TASK GOAL -
Retype all of the records shown beneath this task, exactly as they stand.
□ □ □ □
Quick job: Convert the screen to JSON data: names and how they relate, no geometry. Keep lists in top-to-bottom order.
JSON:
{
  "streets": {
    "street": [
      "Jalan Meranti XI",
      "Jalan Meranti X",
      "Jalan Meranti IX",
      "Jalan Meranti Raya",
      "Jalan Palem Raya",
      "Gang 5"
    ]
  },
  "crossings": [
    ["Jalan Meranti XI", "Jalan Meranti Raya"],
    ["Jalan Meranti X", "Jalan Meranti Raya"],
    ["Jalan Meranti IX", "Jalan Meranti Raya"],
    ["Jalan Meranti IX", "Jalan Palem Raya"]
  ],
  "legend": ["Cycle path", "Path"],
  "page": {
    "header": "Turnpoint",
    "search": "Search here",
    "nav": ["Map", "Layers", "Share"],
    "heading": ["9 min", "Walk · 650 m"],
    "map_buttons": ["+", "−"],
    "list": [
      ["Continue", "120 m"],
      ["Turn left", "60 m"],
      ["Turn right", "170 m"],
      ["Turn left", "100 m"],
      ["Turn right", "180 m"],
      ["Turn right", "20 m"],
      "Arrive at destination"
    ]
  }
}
□ □ □ □
RESPONSE BOX -
Quick job: Convert the screen to JSON data: names and how they relate, no geometry. Keep lists in top-to-bottom order.
JSON:
{
  "streets": {
    "street": [
      "Jalan Meranti XI",
      "Jalan Meranti X",
      "Jalan Meranti IX",
      "Jalan Meranti Raya",
      "Jalan Palem Raya",
      "Gang 5"
    ]
  },
  "crossings": [
    ["Jalan Meranti XI", "Jalan Meranti Raya"],
    ["Jalan Meranti X", "Jalan Meranti Raya"],
    ["Jalan Meranti IX", "Jalan Meranti Raya"],
    ["Jalan Meranti IX", "Jalan Palem Raya"]
  ],
  "legend": ["Cycle path", "Path"],
  "page": {
    "header": "Turnpoint",
    "search": "Search here",
    "nav": ["Map", "Layers", "Share"],
    "heading": ["9 min", "Walk · 650 m"],
    "map_buttons": ["+", "−"],
    "list": [
      ["Continue", "120 m"],
      ["Turn left", "60 m"],
      ["Turn right", "170 m"],
      ["Turn left", "100 m"],
      ["Turn right", "180 m"],
      ["Turn right", "20 m"],
      "Arrive at destination"
    ]
  }
}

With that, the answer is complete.